To find a book about Service Projects for younger students click here.

This is a good book for a young person who wants to make a difference in the world but is not very clear on how to get started. The book starts with the 4 Steps to Global Action. 1. Find your cause (includes a survey to determine interests) 2. Research your cause (media, texts, internet) 3. Plan your action (volunteer, organize service efforts, advocate for a cause, protest) 4. Take action (includes 5 step action plan).
The book also includes a section that addresses how to connect with others or form your own group. Additionally it includes 7 categories of causes: Human Rights; Hunger & Homelessness; Health & Safety; Education; Environment & Conservation; Youth Representation; Peace and Friendship. The 7 categories each include facts on the issue, how to keep it local, and how to take it global. The Teen Guide to Social Action also has stories about current activist called “Difference Makers” and past activist.

That’s a lot, right?

Too much to go into a whole bunch of detail. That’s why it’s good to remember that this book is merely a guide, as the title states, to help you get started or steer you in the right direction if you’re stymied. The organization of the book is a bit confusing but other than that I would recommend it. This would be a good book to use in a social studies unit.

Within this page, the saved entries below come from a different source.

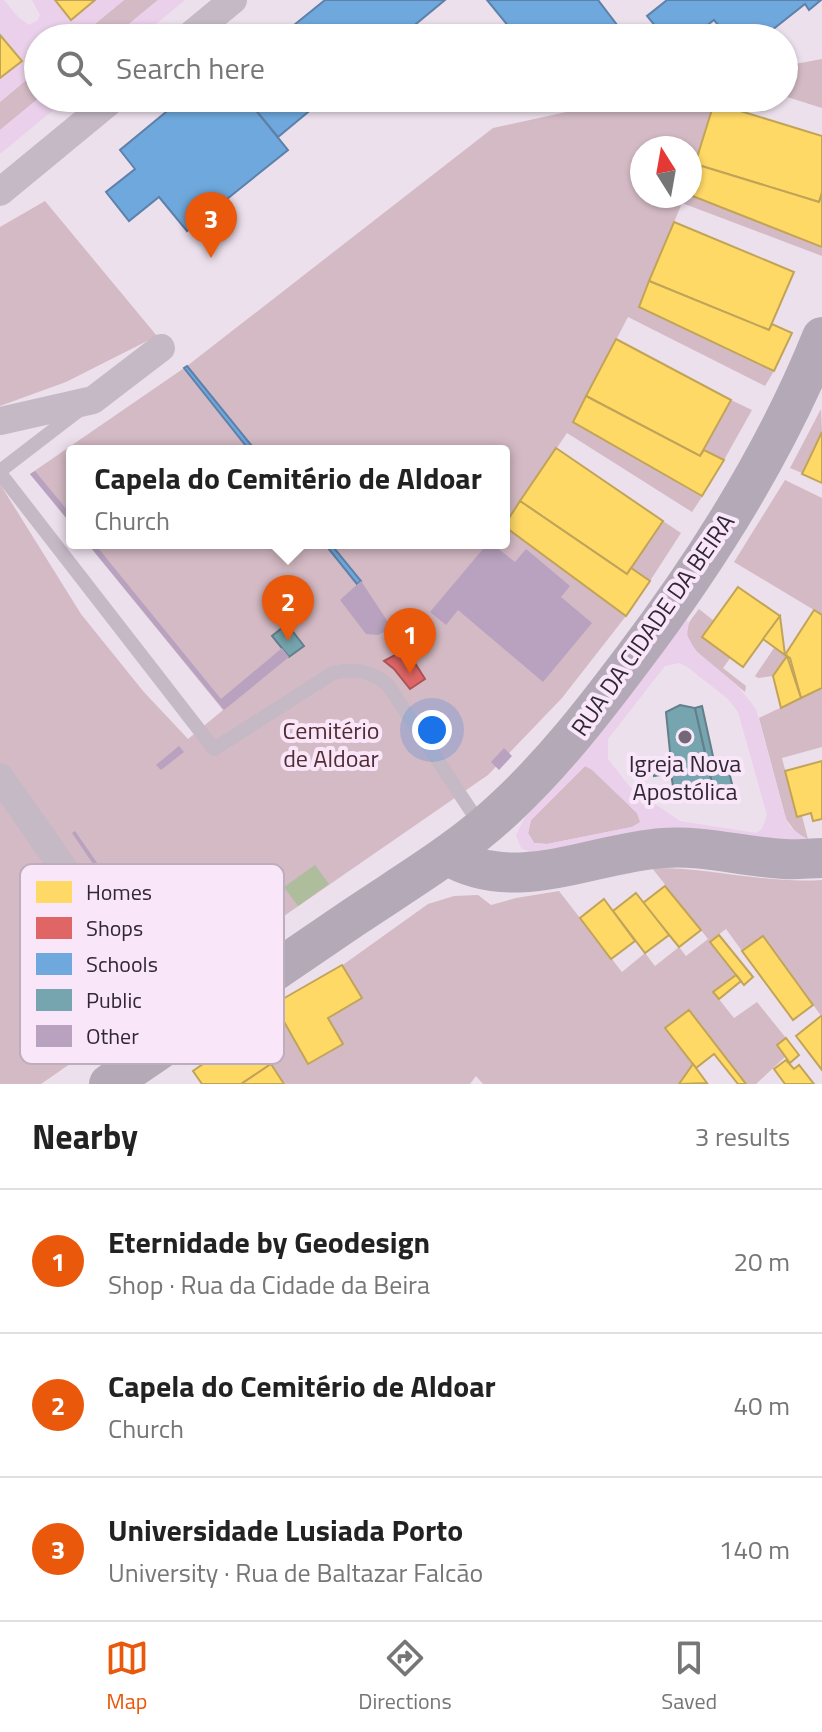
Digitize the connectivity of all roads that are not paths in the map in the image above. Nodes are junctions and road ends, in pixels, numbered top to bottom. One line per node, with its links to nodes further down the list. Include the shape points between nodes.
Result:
1 (233, 0): 2 (street)
2 (204, 24)
3 (97, 112): 4 (street)
4 (0, 192)
5 (822, 337): 11 (street, RUA DA CIDADE DA BEIRA, via 763,462 669,611 570,743)
6 (161, 348): 7 (street)
7 (93, 400): 8 (street); 9 (lane)
8 (0, 421)
9 (0, 472): 11 (lane, via 214,749 333,673 376,675 388,685)
10 (0, 777): 14 (street)
11 (482, 828): 12 (street, RUA DA CIDADE DA BEIRA)
12 (447, 855): 13 (street, via 501,873 536,872 664,848); 15 (street, RUA DA CIDADE DA BEIRA)
13 (822, 858)
14 (61, 864)
15 (284, 965)
16 (138, 1064): 17 (street, RUA DA CIDADE DA BEIRA)
17 (109, 1084)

Element #6: Taking Social Action
“The Teen Guide to Global Action: How to Connect with Others (Near & Far) to Create Social Change” is clearly a book that supports Element 6 – Social Action. I like that the book discusses taking social action both locally and globally.
Not only does this book provide a guide to students on how to take social action in a variety of causes, but it also shares stories of young people past & present who have already taken social action. I feel this is an important aspect of the book because it can provide a confidence boost to students. A student might think “if that young person did it then so can I!” There is a story about Benjamin Quinto in the book that describes how this young man took social action to create an organization involving a global network of young activist that gained a position within the United Nations. There’s also the story of Cindy Perez who played a major role in getting the Dream Act passed which allowed immigrants who are not yet citizens access to a college education.

Follow-Up Activities:
1. Have students take the survey in the “Teen Guide to Global Action” book in the “Find Your Cause” section. Divide the class into two groups of the most popular causes. Have one group take local action by researching the social justice issue and/or e-mailing officials. The other group can take global action by creating posters/ T-shirts etc. to use for raising awareness in conjunction with fundraising efforts like bake sales.

2.  Have students choose the social injustice issue that they would most like to work with by completing the survey in the “Teen Guide to Global Action” book. Grouping students by their cause of choice, have students use the resources provided in the book to research opportunities to volunteer in support of their cause. After completing a minimum of one hour volunteering, students should write a brief essay about their experience including their observations.

3. Have the class randomly choose a cause for their project. The class will work in groups to create dialogue, props, posters, etc. for a brief play/public service announcement/role play, etc. Students will be videotaped acting out their scene. Students will e-mail the video to family and friends and ask them to share the video on social media. (Students who prefer not or are not allowed to be in the video can work on props, posters, T-shirts, dialogue, etc.)